Loi mémorielle sur la Shoah : la Pologne veut punir ceux qui parlent de " camps de la mort polonais "

, par  DMigneau , popularité : 64%

Loi mémorielle sur la Shoah : la Pologne veut punir ceux qui parlent de " camps de la mort polonais "

La loi doit encore être signée par le président polonais, Andrzej Duda, pour être promulguée. - Grzegorz Banaszak / CrowdSpark

Après les députés, les sénateurs polonais ont voté une loi sur la Shoah destinée, une fois encore bien maladroitement, à défendre l’image du pays. Une loi dénoncée par nombre de voix israéliennes et américaines, mais aussi par des historiens polonais qui y voient une manière de paralyser leurs recherches sur l’histoire sombre de la Pologne.

La Pologne veut interdire l’usage de l’expression " camps de la mort polonais " pour qualifier les camps construits par les nazis sur son territoire.

Après les députés, ce sont les sénateurs qui ont voté une loi en ce sens dans la nuit du 31 janvier au 1er février. Le texte rend passible de peines allant jusqu’à trois ans de prison le fait de dire ou de laisser entendre que la Pologne porte une part de responsabilité dans les crimes contre l’humanité commis par l’Allemagne nazie.

Le parti au pouvoir ne veut voir qu’une Pologne victime des nazis

Si ce malheureux raccourci - employé par Barack Obama lui-même dans un discours d’hommage à un officier polonais en mai 2012 - a le don d’exaspérer, voire de scandaliser les Polonais, justifiait-il pour autant le vote d’une loi ?

Tandis que nombre d’historiens réputés, polonais et étrangers, plaident pour la nécessité d’éduquer plutôt que de réprimer, ils s’inquiètent aussi d’une démarche criminalisant le simple fait de mener des recherches n’allant pas dans le sens de l’image de la Pologne.

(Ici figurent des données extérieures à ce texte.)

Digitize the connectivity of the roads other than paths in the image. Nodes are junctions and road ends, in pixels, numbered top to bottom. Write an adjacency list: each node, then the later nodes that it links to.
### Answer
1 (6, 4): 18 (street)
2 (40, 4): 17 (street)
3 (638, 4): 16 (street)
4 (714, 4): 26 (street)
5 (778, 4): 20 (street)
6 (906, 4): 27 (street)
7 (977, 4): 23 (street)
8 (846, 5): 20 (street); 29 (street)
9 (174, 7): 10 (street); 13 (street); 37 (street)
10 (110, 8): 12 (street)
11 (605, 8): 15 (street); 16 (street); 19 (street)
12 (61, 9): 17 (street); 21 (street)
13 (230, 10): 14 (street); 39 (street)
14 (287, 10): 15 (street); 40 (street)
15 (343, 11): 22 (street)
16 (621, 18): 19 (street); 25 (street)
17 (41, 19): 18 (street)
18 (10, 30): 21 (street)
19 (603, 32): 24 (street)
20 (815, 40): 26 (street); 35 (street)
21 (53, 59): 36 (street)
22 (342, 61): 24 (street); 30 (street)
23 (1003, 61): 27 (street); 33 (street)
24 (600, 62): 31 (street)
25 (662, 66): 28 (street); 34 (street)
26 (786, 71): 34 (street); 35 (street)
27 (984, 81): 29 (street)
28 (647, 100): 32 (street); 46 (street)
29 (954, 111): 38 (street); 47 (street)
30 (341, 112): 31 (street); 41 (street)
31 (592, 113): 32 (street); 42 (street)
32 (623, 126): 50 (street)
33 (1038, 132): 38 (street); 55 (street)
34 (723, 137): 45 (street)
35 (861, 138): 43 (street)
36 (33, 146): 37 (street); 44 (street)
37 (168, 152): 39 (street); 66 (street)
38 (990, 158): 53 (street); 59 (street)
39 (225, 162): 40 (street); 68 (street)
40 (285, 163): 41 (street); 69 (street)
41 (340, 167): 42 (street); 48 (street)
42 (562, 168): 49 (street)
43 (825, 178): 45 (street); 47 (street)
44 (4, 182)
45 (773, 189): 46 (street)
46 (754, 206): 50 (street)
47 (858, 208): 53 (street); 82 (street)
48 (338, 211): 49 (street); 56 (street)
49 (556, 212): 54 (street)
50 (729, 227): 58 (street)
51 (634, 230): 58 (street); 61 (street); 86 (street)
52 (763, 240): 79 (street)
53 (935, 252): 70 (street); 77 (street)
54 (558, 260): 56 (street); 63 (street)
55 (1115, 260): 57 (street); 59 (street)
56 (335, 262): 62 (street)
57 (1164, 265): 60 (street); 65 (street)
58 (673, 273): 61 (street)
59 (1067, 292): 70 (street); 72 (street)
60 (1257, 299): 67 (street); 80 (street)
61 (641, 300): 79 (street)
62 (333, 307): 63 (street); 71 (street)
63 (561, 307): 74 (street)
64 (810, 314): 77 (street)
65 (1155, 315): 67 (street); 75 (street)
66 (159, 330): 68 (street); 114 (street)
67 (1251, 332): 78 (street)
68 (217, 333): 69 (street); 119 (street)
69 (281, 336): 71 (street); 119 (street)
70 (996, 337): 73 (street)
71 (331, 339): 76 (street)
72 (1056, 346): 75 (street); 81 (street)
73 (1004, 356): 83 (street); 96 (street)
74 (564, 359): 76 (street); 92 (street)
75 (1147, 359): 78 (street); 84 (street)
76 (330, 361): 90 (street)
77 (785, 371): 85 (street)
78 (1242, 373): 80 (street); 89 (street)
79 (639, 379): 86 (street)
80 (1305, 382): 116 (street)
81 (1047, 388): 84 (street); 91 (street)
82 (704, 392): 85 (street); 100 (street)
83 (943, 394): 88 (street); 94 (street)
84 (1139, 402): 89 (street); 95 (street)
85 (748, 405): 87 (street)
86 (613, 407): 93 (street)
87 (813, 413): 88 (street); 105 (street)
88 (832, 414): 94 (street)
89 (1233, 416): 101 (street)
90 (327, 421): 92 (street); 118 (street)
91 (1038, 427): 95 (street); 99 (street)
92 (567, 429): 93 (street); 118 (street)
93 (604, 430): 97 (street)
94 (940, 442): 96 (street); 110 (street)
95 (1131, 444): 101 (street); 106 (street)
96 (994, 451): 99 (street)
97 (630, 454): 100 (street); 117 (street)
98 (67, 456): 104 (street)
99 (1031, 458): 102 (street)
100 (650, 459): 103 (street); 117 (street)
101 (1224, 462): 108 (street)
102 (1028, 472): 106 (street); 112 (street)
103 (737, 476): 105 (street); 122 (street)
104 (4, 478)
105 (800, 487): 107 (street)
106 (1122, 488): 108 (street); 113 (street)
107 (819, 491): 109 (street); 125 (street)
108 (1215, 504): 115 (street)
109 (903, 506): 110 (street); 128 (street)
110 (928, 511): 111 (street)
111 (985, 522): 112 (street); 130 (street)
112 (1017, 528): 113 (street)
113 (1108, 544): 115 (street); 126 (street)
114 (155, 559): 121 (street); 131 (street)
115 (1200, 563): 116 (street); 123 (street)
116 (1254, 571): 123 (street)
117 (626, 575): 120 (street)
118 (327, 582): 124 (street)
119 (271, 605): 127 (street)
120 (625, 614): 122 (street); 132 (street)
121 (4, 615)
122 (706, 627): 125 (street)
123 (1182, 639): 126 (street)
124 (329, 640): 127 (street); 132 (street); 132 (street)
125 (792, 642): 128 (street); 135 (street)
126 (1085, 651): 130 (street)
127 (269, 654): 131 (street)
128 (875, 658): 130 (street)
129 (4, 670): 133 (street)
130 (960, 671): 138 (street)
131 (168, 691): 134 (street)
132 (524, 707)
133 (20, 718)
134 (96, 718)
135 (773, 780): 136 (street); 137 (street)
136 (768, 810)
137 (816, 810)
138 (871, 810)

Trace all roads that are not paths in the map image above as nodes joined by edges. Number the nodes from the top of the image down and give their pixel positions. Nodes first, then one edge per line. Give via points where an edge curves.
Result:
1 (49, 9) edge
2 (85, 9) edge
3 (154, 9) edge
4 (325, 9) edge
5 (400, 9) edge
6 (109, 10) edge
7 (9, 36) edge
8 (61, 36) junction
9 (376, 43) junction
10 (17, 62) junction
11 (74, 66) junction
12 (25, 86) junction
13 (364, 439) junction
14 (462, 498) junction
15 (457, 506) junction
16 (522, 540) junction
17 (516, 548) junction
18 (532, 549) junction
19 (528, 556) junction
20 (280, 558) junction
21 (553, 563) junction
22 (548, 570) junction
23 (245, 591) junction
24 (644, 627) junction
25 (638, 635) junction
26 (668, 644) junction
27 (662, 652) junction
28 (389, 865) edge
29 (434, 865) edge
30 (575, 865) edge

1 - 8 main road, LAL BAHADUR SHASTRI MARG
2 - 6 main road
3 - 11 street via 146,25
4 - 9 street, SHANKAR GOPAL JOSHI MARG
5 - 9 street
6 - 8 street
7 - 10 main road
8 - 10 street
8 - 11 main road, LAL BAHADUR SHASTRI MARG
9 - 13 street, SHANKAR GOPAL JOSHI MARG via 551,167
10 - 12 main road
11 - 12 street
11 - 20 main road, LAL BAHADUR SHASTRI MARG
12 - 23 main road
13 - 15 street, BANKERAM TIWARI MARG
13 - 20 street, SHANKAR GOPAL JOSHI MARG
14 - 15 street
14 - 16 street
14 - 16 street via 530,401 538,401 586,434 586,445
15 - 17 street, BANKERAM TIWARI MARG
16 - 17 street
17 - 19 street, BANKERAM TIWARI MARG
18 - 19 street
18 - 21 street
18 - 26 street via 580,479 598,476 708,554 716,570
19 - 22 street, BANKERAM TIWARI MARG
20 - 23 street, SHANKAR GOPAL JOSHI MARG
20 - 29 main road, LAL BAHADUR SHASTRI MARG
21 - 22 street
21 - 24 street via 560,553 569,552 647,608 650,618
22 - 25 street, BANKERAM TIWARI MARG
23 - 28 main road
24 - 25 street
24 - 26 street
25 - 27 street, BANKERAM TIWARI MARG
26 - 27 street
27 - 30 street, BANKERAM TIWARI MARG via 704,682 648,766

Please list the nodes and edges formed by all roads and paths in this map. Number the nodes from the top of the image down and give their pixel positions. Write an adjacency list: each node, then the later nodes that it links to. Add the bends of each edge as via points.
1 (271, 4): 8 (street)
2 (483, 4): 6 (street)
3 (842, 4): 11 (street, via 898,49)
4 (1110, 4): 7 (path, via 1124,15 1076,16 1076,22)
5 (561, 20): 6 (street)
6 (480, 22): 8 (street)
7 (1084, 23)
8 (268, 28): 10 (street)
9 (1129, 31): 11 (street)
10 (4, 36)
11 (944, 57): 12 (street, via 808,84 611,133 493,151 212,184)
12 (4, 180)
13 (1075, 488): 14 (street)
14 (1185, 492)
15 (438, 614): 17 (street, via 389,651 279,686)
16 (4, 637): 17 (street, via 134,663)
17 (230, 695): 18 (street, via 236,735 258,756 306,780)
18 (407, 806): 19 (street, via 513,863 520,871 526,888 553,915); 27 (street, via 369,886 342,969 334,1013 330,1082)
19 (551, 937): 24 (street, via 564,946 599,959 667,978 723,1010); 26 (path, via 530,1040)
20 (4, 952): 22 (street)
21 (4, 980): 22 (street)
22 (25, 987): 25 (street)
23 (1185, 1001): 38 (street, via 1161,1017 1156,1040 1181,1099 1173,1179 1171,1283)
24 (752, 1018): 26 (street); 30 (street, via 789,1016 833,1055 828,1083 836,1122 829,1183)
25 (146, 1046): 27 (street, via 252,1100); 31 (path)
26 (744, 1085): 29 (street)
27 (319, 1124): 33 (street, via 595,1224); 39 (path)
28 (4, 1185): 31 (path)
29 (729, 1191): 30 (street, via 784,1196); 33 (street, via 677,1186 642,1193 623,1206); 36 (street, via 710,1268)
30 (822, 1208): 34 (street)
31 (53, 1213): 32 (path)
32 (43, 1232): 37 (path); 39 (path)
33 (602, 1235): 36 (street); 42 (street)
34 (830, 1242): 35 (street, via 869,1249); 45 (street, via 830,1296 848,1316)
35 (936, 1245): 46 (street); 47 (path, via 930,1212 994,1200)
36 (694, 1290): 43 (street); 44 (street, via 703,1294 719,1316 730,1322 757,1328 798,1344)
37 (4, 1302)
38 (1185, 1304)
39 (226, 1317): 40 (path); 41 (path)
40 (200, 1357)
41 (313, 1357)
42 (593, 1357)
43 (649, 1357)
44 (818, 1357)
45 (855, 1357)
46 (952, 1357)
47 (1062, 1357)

Une image brossée par le pouvoir en place, exclusivement martyre et victime des nazis. Le parti ultra-conservateur et nationaliste « Droit et Justice » (PiS) martèle en effet que les exactions perpétrées contre les juifs par leurs compatriotes polonais pendant la seconde guerre mondiale étaient un phénomène marginal, préférant mettre en avant les 6 700 Justes parmi les nations reconnus par Yad Vashem.

Derrière le " vertueux souci " mis en avant par le PiS, au pouvoir à Varsovie depuis 2015, les historiens pointent une réelle menace sur la liberté de la recherche académique.

Ainsi, « le plus important dans cette loi, ce n’est pas le paragraphe sur les " camps de la mort ", mais celui qui vient après », estime l’historien polono-canadien Jan Grabowski, voué aux gémonies par le PiS pour ses recherches et ses écrits.

Il vise " ceux qui, publiquement et contre les faits, décrivent la nation polonaise ou l’État polonais comme responsable ou complice des crimes nazis commis sous le Troisième Reich [...] d’autres crimes qui constituent des crimes contre la paix, l’humanité, ou des crimes de guerre ".

Selon cet article, poursuit Grabowski, " les historiens, journalistes ou enseignants qui évoqueront publiquement la responsabilité ou la co-responsabilité d’une partie de la société polonaise dans la Shoah pourront être poursuivis et condamnés jusqu’à trois ans de prison. L’objectif, c’est de paralyser les recherches [non pénalisées en revanche par la loi] sur les aspects sombres de l’histoire polonaise en ce qui concerne l’extermination du peuple juif polonais ".

A l’instar d’un autre historien polonais émigré, Jan Gross, auteur des " Voisins ", le fameux livre sur le massacre de Jedwabne de juillet 1941, Jan Grabowski sait de quoi il parle. Tous deux ont subi d’importantes attaques des milieux ultra-nationalistes polonais, mais aussi des plus hautes instances du PiS, pour leurs travaux sur l’antisémitisme en Pologne.

La loi, qui a provoqué l’ire de Washington et des autorités israéliennes, qui ont multiplié les déclarations outrées, doit encore être signée par le président polonais, Andrzej Duda, pour être promulguée.